> Given data
┌──
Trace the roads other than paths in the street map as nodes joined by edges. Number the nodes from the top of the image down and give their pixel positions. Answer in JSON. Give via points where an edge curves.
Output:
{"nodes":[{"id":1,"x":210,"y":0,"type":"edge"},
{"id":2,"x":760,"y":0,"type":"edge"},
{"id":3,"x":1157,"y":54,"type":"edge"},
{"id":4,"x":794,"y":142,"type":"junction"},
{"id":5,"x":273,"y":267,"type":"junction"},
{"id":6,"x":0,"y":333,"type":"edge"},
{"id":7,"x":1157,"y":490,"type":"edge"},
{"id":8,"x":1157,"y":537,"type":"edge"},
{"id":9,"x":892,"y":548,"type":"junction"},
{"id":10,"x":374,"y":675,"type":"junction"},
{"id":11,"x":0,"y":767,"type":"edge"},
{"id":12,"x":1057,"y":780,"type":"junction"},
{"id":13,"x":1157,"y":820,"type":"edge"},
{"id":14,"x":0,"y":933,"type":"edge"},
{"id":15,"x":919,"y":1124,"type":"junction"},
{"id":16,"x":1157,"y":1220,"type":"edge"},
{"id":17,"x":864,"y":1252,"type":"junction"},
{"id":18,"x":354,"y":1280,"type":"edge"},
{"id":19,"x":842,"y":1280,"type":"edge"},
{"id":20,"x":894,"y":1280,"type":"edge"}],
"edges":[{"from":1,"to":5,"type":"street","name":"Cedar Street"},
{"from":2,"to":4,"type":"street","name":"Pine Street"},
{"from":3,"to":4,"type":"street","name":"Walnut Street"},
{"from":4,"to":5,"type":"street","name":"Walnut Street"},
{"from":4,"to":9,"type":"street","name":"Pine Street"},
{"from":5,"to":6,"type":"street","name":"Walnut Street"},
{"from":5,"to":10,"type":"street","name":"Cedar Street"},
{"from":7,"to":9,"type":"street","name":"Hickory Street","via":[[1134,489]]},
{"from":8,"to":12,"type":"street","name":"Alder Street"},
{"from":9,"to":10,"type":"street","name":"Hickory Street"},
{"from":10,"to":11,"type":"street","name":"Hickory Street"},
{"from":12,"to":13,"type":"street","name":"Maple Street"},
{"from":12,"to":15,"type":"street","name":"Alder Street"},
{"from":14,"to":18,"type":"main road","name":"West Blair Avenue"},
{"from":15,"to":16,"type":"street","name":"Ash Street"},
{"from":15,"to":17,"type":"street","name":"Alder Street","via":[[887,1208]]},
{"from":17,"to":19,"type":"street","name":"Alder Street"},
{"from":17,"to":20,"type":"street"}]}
└──
> What you have to do
Each line of the listing that contains the word "Cedar" must be copied.

> Answer to the problem
"edges":[{"from":1,"to":5,"type":"street","name":"Cedar Street"},
{"from":5,"to":10,"type":"street","name":"Cedar Street"},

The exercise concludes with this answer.